- **Exercise**
Go over the records and copy every line with the string "King".

- **The input**
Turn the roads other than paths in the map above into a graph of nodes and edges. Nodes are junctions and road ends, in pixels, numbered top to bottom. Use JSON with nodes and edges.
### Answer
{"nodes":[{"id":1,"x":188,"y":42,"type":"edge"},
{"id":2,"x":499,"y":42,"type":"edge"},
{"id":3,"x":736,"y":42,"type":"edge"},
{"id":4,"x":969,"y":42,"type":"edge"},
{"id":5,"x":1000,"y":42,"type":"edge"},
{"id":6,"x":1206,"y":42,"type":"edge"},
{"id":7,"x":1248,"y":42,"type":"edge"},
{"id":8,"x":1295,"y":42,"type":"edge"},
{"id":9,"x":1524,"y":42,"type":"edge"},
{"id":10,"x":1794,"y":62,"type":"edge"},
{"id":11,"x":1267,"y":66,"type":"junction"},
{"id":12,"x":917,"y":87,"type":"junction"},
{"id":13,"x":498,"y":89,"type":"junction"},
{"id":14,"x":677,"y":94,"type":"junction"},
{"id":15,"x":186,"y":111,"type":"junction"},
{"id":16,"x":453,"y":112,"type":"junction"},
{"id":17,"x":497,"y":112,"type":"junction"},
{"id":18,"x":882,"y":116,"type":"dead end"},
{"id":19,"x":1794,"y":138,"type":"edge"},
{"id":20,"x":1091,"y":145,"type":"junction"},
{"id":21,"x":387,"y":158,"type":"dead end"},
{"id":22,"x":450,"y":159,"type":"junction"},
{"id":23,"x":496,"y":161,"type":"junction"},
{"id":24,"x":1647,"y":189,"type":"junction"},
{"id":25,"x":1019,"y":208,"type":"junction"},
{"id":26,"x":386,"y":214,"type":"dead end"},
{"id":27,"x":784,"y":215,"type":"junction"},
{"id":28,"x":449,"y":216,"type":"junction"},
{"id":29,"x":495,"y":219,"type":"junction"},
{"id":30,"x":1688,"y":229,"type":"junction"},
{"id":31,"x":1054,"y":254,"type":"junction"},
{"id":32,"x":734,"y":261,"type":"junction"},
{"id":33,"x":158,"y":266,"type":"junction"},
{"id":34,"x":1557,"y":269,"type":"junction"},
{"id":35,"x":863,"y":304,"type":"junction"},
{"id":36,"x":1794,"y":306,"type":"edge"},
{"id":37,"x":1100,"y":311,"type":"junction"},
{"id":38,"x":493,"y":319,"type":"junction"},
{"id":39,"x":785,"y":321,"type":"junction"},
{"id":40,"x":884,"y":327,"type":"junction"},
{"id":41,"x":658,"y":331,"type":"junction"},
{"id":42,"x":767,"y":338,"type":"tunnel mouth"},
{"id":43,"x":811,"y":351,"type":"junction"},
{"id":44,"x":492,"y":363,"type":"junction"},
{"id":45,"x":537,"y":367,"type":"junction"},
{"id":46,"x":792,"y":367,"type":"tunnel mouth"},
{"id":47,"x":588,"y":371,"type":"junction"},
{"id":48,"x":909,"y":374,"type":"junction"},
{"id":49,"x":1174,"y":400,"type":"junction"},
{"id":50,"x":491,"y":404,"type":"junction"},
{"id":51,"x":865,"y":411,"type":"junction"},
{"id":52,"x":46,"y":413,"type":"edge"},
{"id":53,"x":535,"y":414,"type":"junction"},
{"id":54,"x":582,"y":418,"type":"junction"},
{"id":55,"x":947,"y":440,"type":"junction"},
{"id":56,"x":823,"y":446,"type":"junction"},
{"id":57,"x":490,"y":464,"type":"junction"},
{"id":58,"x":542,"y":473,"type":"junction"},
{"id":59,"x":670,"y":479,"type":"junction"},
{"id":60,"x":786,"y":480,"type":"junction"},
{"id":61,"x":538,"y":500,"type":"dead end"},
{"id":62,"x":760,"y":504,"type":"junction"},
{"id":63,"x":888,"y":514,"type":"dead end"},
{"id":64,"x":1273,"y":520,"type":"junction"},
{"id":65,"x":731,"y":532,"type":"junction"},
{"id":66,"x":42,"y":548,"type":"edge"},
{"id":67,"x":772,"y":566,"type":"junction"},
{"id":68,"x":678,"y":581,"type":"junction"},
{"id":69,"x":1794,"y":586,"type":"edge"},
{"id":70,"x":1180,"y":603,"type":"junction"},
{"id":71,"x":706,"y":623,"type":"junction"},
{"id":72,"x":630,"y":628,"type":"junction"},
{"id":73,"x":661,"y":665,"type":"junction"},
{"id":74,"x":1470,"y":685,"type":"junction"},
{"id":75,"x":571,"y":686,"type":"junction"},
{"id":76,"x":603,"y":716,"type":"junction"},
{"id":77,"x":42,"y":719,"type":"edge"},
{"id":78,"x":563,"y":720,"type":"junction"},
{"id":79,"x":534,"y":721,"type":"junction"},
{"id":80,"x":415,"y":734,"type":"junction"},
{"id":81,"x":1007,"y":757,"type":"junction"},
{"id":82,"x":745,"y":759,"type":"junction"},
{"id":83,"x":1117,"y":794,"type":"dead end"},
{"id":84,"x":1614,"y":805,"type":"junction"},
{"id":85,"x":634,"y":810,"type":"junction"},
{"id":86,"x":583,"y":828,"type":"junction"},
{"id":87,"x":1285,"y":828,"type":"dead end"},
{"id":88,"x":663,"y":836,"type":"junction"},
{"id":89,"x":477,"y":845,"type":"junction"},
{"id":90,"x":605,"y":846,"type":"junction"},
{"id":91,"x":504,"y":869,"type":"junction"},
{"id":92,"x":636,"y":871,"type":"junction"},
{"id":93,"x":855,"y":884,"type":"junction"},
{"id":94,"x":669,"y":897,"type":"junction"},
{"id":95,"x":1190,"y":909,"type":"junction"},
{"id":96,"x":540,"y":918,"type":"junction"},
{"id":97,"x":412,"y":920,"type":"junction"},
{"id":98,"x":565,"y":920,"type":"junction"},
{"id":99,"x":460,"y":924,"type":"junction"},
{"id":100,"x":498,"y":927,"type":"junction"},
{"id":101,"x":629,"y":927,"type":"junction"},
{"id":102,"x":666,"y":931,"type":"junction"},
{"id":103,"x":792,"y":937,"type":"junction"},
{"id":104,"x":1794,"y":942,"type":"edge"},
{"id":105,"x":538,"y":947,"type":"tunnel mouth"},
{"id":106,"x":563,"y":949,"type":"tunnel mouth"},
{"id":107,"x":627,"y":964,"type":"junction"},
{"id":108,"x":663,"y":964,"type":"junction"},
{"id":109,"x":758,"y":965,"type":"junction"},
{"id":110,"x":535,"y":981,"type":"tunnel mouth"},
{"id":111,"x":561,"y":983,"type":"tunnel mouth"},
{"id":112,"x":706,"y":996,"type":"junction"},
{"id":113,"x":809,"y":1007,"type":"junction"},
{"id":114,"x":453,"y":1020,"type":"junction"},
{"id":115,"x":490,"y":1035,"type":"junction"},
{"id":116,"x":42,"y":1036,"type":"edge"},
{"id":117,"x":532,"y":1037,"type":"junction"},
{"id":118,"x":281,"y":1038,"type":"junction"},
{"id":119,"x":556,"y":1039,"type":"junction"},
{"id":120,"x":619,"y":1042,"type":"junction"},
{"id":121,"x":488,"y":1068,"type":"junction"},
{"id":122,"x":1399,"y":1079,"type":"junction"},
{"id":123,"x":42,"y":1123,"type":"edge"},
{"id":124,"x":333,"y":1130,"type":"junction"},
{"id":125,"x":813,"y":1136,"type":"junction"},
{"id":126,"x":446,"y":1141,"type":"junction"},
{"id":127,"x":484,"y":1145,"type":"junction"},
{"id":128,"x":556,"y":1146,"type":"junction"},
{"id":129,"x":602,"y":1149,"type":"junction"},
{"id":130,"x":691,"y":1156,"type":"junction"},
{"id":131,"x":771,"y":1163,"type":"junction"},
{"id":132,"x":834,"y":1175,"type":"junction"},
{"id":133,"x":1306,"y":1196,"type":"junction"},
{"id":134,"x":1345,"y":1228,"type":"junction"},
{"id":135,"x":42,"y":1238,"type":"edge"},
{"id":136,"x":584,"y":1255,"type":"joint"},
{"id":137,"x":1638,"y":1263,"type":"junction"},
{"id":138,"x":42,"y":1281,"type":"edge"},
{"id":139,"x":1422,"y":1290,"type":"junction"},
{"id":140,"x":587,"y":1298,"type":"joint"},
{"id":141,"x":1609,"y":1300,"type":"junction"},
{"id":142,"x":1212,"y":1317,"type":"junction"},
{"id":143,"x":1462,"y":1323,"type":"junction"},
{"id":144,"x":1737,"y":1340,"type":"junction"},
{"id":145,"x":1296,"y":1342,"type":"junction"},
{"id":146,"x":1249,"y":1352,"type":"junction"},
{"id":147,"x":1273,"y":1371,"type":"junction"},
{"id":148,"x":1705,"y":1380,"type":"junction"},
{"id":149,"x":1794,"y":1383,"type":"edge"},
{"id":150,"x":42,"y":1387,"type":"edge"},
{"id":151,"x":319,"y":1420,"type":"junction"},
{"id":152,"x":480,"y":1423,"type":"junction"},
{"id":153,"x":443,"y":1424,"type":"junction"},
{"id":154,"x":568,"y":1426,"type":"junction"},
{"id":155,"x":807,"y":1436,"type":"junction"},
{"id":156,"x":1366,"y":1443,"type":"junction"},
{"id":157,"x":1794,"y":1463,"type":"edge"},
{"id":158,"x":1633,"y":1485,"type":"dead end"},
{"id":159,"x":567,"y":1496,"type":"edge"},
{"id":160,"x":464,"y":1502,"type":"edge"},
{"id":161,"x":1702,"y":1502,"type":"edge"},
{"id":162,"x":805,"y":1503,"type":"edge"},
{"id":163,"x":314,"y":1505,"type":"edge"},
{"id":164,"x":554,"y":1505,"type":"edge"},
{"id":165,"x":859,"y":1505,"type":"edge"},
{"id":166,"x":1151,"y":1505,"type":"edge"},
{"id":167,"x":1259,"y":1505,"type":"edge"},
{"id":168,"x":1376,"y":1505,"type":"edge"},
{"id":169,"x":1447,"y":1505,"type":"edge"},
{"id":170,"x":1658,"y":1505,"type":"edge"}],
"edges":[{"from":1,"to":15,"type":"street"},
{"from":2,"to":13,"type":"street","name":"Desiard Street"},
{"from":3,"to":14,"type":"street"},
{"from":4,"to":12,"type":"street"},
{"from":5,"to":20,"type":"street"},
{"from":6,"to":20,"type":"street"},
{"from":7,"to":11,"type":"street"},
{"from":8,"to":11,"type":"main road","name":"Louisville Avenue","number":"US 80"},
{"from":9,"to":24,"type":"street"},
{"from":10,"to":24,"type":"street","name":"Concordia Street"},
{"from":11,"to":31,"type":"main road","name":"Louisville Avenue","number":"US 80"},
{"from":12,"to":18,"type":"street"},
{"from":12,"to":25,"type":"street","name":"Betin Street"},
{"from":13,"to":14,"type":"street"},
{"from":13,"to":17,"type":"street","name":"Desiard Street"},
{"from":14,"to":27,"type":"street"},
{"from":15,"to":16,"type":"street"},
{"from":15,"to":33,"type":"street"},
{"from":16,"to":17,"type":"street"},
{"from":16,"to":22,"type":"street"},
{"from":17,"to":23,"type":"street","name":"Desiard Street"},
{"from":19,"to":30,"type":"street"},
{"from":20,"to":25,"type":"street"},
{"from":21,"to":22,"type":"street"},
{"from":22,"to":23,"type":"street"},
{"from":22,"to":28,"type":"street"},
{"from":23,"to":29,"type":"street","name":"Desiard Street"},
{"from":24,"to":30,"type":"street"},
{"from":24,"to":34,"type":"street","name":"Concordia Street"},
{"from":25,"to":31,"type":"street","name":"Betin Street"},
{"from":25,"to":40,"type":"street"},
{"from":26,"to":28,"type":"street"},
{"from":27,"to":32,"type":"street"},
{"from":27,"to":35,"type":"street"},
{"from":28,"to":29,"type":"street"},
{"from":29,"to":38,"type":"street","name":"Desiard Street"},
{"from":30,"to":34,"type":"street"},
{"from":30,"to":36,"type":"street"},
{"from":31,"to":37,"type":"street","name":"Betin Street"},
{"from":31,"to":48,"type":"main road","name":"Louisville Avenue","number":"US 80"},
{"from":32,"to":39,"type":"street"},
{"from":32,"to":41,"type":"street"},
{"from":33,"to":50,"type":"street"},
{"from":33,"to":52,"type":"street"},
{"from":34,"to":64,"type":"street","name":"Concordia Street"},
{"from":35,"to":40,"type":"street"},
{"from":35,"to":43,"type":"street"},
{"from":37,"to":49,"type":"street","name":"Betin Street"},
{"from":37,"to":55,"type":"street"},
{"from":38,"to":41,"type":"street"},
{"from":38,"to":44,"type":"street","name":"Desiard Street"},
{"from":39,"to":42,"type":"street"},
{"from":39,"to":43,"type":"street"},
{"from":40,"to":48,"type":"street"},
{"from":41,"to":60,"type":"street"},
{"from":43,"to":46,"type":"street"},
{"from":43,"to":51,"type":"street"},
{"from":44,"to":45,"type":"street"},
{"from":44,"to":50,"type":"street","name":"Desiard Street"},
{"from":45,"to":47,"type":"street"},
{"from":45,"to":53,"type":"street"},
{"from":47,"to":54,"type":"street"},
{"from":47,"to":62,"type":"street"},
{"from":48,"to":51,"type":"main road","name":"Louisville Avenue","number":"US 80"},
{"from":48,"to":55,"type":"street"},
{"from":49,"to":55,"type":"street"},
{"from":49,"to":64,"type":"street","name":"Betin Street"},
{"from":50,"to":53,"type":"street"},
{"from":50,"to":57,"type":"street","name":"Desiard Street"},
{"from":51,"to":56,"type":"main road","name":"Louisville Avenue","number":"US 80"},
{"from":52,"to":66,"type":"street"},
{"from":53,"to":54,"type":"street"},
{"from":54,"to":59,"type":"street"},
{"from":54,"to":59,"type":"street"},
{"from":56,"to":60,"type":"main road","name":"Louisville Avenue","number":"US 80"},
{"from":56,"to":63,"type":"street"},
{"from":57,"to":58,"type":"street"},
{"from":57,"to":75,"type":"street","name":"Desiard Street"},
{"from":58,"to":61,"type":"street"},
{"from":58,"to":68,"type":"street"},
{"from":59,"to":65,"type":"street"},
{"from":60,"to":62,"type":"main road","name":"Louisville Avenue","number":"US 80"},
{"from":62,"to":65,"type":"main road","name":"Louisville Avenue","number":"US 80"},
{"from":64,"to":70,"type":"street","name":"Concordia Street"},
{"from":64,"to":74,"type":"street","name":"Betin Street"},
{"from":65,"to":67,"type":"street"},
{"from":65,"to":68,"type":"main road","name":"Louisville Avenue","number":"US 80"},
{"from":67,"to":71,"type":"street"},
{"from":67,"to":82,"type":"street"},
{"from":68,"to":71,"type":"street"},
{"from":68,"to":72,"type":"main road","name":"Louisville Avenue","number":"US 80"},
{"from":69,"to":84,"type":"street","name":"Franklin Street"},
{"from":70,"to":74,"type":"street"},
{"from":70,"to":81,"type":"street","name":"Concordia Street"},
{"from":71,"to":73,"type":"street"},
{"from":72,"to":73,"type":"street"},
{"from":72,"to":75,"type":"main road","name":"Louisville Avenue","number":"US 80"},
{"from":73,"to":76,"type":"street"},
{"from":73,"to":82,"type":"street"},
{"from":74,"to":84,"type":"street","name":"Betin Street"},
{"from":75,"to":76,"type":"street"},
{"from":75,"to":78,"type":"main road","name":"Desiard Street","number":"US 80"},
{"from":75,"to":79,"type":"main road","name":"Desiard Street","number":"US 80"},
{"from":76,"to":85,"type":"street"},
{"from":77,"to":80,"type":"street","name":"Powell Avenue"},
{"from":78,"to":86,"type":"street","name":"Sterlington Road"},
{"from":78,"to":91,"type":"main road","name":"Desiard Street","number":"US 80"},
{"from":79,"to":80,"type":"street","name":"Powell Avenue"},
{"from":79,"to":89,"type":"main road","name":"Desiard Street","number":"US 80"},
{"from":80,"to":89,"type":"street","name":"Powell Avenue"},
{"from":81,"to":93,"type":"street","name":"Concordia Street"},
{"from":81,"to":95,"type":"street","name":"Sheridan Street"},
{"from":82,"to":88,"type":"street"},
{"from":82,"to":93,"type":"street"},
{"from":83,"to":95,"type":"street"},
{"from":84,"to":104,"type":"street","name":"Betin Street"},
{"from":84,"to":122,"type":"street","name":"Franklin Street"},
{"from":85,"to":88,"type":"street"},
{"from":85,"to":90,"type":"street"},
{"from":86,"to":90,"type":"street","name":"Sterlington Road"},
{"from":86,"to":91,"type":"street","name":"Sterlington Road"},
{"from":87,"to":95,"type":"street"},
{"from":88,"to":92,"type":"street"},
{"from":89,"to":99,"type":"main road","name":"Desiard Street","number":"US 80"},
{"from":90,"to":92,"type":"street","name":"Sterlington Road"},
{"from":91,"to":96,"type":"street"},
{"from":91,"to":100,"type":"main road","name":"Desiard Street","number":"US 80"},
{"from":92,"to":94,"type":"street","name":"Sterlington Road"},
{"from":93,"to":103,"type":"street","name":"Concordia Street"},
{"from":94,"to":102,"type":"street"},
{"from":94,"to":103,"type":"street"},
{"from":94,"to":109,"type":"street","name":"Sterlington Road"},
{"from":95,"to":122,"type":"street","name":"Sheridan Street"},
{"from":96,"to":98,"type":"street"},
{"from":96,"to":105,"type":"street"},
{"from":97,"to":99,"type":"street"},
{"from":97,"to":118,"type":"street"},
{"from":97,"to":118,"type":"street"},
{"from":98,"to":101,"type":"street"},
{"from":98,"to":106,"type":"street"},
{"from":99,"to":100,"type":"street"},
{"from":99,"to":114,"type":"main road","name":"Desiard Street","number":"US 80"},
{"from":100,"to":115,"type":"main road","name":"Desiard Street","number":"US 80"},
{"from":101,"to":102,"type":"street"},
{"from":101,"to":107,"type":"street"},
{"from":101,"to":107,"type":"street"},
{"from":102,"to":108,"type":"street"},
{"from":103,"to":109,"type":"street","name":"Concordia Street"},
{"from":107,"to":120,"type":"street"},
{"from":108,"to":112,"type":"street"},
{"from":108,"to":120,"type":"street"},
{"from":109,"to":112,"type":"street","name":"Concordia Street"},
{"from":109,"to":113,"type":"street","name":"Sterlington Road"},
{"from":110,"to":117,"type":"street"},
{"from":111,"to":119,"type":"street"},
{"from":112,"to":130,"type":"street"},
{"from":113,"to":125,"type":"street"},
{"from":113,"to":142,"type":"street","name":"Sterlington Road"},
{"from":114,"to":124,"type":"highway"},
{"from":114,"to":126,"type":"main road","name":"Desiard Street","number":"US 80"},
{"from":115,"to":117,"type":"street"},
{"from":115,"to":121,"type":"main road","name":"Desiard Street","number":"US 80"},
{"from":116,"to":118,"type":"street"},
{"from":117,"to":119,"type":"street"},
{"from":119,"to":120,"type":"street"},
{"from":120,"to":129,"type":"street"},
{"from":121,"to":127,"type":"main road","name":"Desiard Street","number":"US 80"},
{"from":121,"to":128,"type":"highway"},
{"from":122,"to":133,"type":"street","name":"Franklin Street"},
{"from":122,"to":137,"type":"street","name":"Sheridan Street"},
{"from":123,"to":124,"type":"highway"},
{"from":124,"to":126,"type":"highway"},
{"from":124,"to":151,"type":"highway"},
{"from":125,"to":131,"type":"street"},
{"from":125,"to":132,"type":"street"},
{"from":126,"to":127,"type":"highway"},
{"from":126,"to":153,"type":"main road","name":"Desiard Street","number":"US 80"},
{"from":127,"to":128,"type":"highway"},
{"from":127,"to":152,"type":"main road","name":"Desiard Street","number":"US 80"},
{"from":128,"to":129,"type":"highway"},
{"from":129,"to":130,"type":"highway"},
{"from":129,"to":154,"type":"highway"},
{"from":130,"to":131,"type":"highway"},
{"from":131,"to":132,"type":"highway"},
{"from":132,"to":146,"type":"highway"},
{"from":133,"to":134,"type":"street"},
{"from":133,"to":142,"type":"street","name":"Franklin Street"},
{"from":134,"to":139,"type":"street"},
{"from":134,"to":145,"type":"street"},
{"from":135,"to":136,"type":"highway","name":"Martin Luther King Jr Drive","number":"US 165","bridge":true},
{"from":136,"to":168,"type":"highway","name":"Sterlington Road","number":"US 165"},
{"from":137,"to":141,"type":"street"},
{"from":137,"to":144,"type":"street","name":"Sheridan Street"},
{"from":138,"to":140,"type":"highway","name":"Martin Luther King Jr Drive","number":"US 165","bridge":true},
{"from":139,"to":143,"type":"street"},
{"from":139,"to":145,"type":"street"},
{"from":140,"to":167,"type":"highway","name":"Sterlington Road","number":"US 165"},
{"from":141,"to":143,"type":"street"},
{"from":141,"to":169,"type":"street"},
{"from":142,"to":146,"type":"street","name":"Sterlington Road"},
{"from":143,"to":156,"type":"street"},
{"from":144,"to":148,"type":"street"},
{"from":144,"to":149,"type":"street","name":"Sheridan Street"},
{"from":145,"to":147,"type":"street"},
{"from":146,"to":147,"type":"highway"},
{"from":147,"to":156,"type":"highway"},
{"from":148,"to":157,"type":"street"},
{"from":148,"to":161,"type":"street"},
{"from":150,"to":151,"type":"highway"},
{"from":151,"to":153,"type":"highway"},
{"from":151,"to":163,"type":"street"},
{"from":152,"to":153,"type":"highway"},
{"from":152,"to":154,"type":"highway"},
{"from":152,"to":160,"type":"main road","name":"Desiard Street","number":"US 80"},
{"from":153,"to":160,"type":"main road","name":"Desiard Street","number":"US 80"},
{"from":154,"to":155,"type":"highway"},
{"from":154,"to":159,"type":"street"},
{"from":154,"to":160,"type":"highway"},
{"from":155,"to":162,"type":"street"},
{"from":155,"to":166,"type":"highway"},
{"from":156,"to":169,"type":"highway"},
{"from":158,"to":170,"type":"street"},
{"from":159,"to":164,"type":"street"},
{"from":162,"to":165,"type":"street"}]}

- **Task solution**
{"from":135,"to":136,"type":"highway","name":"Martin Luther King Jr Drive","number":"US 165","bridge":true},
{"from":138,"to":140,"type":"highway","name":"Martin Luther King Jr Drive","number":"US 165","bridge":true},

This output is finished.